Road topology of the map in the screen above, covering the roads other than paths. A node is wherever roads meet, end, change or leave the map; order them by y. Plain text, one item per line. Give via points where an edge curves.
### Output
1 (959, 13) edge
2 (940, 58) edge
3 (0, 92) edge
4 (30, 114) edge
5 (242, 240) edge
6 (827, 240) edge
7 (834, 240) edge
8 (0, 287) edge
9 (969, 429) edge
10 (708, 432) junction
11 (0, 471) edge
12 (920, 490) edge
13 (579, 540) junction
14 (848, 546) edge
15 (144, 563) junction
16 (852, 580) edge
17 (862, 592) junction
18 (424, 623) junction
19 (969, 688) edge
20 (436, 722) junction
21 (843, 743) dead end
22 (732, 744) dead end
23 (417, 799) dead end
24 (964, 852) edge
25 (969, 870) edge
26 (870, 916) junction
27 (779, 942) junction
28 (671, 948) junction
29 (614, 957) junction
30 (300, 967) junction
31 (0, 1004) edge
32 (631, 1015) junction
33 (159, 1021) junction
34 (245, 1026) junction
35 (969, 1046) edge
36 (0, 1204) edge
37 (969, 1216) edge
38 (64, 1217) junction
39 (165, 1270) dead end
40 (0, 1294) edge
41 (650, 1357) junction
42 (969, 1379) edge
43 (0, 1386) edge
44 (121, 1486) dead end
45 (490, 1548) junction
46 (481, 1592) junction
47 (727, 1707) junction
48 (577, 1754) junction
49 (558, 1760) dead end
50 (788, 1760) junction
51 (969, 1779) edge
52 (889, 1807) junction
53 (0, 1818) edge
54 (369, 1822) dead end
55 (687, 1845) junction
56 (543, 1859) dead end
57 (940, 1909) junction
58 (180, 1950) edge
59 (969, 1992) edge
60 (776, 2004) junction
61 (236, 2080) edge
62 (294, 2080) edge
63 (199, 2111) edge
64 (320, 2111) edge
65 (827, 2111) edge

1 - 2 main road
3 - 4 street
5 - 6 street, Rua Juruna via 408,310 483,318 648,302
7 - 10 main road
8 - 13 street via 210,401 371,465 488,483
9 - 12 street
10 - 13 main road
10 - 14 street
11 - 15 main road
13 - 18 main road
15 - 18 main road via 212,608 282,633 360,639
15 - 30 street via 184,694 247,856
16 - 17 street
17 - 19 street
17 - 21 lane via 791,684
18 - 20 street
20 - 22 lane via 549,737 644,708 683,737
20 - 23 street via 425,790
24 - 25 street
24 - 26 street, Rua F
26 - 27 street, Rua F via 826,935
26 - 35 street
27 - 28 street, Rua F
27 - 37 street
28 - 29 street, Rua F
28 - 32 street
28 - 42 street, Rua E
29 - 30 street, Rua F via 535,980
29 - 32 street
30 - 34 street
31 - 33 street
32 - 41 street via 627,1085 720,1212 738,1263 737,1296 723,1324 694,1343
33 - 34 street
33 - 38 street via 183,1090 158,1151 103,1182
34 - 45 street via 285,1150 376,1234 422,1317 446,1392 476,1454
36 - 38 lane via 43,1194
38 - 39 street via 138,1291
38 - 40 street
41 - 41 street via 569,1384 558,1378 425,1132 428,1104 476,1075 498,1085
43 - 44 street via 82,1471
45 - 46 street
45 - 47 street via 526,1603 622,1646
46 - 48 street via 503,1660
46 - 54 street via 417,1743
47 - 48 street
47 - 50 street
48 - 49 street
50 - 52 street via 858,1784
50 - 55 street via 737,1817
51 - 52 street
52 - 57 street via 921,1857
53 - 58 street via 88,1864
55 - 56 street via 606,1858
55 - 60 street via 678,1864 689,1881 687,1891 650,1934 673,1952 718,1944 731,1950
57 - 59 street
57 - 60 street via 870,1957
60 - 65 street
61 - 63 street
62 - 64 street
++++++
HOW TO COMPLETE THIS TASK
All of the records need to be returned exactly as they are.

PROBLEM SOLUTION
Road topology of the map in the screen above, covering the roads other than paths. A node is wherever roads meet, end, change or leave the map; order them by y. Plain text, one item per line. Give via points where an edge curves.
### Output
1 (959, 13) edge
2 (940, 58) edge
3 (0, 92) edge
4 (30, 114) edge
5 (242, 240) edge
6 (827, 240) edge
7 (834, 240) edge
8 (0, 287) edge
9 (969, 429) edge
10 (708, 432) junction
11 (0, 471) edge
12 (920, 490) edge
13 (579, 540) junction
14 (848, 546) edge
15 (144, 563) junction
16 (852, 580) edge
17 (862, 592) junction
18 (424, 623) junction
19 (969, 688) edge
20 (436, 722) junction
21 (843, 743) dead end
22 (732, 744) dead end
23 (417, 799) dead end
24 (964, 852) edge
25 (969, 870) edge
26 (870, 916) junction
27 (779, 942) junction
28 (671, 948) junction
29 (614, 957) junction
30 (300, 967) junction
31 (0, 1004) edge
32 (631, 1015) junction
33 (159, 1021) junction
34 (245, 1026) junction
35 (969, 1046) edge
36 (0, 1204) edge
37 (969, 1216) edge
38 (64, 1217) junction
39 (165, 1270) dead end
40 (0, 1294) edge
41 (650, 1357) junction
42 (969, 1379) edge
43 (0, 1386) edge
44 (121, 1486) dead end
45 (490, 1548) junction
46 (481, 1592) junction
47 (727, 1707) junction
48 (577, 1754) junction
49 (558, 1760) dead end
50 (788, 1760) junction
51 (969, 1779) edge
52 (889, 1807) junction
53 (0, 1818) edge
54 (369, 1822) dead end
55 (687, 1845) junction
56 (543, 1859) dead end
57 (940, 1909) junction
58 (180, 1950) edge
59 (969, 1992) edge
60 (776, 2004) junction
61 (236, 2080) edge
62 (294, 2080) edge
63 (199, 2111) edge
64 (320, 2111) edge
65 (827, 2111) edge

1 - 2 main road
3 - 4 street
5 - 6 street, Rua Juruna via 408,310 483,318 648,302
7 - 10 main road
8 - 13 street via 210,401 371,465 488,483
9 - 12 street
10 - 13 main road
10 - 14 street
11 - 15 main road
13 - 18 main road
15 - 18 main road via 212,608 282,633 360,639
15 - 30 street via 184,694 247,856
16 - 17 street
17 - 19 street
17 - 21 lane via 791,684
18 - 20 street
20 - 22 lane via 549,737 644,708 683,737
20 - 23 street via 425,790
24 - 25 street
24 - 26 street, Rua F
26 - 27 street, Rua F via 826,935
26 - 35 street
27 - 28 street, Rua F
27 - 37 street
28 - 29 street, Rua F
28 - 32 street
28 - 42 street, Rua E
29 - 30 street, Rua F via 535,980
29 - 32 street
30 - 34 street
31 - 33 street
32 - 41 street via 627,1085 720,1212 738,1263 737,1296 723,1324 694,1343
33 - 34 street
33 - 38 street via 183,1090 158,1151 103,1182
34 - 45 street via 285,1150 376,1234 422,1317 446,1392 476,1454
36 - 38 lane via 43,1194
38 - 39 street via 138,1291
38 - 40 street
41 - 41 street via 569,1384 558,1378 425,1132 428,1104 476,1075 498,1085
43 - 44 street via 82,1471
45 - 46 street
45 - 47 street via 526,1603 622,1646
46 - 48 street via 503,1660
46 - 54 street via 417,1743
47 - 48 street
47 - 50 street
48 - 49 street
50 - 52 street via 858,1784
50 - 55 street via 737,1817
51 - 52 street
52 - 57 street via 921,1857
53 - 58 street via 88,1864
55 - 56 street via 606,1858
55 - 60 street via 678,1864 689,1881 687,1891 650,1934 673,1952 718,1944 731,1950
57 - 59 street
57 - 60 street via 870,1957
60 - 65 street
61 - 63 street
62 - 64 street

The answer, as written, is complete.